エンタープライズ・デプロイメントのプランニングでは、作成するトポロジを理解し、必要なハードウェア、ネットワーク、ストレージおよびデータベース・リソースを、デプロイメントの開始前に特定します。これにより、必要なリソースにいっせいに投資し、すべての顧客および企業ユーザーの要求を満たす環境を迅速に構築することができます。
Oracle Fusion Middlewareエンタープライズ・デプロイメント・トポロジを実装するために、Oracleでは、『Oracle Fusion Middleware Oracle SOA Suiteエンタープライズ・デプロイメント・ガイド』を用意しています。
『エンタープライズ・デプロイメント・ガイド』には、選択されたOracle Fusion Middleware製品の、セキュアで高可用なプロダクション・クオリティのデプロイメントをインストール、構成および保守するための、包括的な例が記載されています。こうして構築された環境は、エンタープライズ・デプロイメント・トポロジと呼ばれます。
詳細は、『Oracle SOA Suiteエンタープライズ・デプロイメント・ガイド』の「エンタープライズ・デプロイメント・ガイドについて」を参照してください。
Oracleでは、開発環境用と本番環境用に、異なるソフトウェアの配布を用意しています。したがって、Oracle Fusion Middlewareのダウンロード、インストールおよび構成を始める前に、これらの環境の特性を理解することが重要です。

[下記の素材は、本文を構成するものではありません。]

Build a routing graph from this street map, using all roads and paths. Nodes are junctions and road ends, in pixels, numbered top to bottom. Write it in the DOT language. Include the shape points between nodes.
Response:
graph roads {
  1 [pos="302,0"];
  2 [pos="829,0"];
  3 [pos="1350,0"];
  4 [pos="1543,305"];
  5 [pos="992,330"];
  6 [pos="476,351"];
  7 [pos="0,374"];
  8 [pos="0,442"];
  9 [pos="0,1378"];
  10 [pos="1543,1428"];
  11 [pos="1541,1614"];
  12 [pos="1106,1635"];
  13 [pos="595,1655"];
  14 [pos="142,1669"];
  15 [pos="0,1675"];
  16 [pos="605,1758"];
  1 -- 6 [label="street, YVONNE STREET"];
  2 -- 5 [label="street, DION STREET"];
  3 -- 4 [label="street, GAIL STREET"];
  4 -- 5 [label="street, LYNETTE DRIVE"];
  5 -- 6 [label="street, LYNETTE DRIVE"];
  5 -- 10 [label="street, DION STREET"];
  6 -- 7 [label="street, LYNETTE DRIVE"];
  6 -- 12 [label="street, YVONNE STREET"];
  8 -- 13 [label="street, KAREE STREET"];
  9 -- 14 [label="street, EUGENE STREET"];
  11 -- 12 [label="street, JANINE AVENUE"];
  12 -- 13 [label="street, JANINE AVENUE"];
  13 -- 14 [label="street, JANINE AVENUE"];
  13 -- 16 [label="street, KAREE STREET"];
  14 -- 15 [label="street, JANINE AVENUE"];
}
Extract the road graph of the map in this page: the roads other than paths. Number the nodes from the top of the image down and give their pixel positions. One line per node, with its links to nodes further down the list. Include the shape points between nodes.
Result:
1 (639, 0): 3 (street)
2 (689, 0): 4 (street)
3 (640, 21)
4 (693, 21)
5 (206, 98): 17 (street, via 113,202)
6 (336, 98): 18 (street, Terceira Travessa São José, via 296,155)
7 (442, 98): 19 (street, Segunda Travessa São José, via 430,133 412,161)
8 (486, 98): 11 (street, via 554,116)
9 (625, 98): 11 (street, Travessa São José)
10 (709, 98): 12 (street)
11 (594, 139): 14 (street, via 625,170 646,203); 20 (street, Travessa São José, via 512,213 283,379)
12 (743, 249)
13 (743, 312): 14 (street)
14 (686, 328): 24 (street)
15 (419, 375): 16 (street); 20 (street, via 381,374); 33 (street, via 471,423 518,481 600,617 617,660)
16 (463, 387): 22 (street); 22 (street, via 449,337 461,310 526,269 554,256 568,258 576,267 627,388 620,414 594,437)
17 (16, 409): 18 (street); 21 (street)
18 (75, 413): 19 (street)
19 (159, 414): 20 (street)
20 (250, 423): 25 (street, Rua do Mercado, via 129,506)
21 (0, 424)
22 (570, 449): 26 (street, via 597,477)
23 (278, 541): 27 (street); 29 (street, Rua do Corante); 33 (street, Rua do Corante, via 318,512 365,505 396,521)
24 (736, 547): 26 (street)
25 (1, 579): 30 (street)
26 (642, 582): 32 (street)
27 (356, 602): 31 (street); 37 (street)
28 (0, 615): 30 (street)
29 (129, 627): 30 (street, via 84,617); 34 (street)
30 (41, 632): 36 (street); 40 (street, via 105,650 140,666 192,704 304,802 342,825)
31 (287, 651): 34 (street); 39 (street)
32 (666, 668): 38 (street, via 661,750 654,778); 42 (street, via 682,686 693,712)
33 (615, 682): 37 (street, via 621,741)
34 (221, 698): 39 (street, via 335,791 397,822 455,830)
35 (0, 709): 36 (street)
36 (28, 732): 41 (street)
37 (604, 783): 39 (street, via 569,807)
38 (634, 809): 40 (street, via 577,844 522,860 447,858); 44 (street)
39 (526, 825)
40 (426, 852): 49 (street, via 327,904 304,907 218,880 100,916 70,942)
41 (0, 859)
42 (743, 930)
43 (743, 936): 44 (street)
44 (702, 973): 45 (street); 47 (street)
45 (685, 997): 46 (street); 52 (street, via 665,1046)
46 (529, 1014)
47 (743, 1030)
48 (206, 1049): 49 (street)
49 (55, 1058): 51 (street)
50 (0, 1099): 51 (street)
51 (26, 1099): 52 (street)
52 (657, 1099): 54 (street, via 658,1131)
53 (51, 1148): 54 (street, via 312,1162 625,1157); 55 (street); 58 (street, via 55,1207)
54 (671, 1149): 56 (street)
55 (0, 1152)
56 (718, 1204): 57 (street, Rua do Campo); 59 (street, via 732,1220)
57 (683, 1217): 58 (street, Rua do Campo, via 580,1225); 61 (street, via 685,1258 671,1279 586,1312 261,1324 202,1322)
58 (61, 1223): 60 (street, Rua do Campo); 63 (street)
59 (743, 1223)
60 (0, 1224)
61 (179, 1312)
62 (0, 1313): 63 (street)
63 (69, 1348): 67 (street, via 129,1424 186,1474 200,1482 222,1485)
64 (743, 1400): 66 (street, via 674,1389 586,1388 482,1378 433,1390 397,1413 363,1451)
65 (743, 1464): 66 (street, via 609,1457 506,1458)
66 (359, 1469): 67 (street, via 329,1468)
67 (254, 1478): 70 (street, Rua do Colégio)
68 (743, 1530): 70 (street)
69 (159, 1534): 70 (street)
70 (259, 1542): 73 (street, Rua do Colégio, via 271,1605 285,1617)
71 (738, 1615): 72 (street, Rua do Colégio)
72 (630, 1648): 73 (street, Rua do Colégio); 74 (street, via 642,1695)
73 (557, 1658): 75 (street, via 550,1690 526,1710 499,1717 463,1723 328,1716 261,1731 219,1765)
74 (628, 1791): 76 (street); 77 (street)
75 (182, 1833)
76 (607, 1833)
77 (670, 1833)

テスト環境は、組織によって様々であり、ソフトウェア開発チームの必要に応じて、開発環境または本番環境のどちらに基づいても構築できます。
たとえば、次のタイプのテスト環境について考えてみます。
機能テスト環境、すなわち軽量なサーバーを使用してアプリケーションのユース・ケースをテストし、機能的な問題を発見するための環境(たとえば、品質保証チームが機能受入れテストを実施する場合など)。
統合テスト環境、すなわちアプリケーション・コンポーネントまたは外部システムと、アプリケーションとの相互作用をテストするための環境。
負荷およびパフォーマンス・テスト環境、すなわちメトリックの予測および導出のために、本番環境の処理能力またはハードウェアに合わせてスケーリングされた環境(たとえば、負荷テスト結果から実行時間やCPU使用率を予測する場合など)。
高可用性テスト環境、すなわちフェイルオーバーおよびロード・バランシングをテストするために使用される環境。この環境は、負荷およびパフォーマンス・テスト環境と併用される場合が多いです。
これらのタイプそれぞれについて、第2.1項に示したように基本的な開発環境から開始するのが最適か、それとも第2.2.2項に示したように単一ホストでクラスタ化された本番環境から開始して必要に応じてスケール・アウトするのが最適か、それとも第2.2.3項に示したエンタープライズ・デプロイメント・モデルに基づいて、実際の本番部門をミラー化した完全なエンタープライズ・デプロイメントを計画する必要があるのかを考慮します。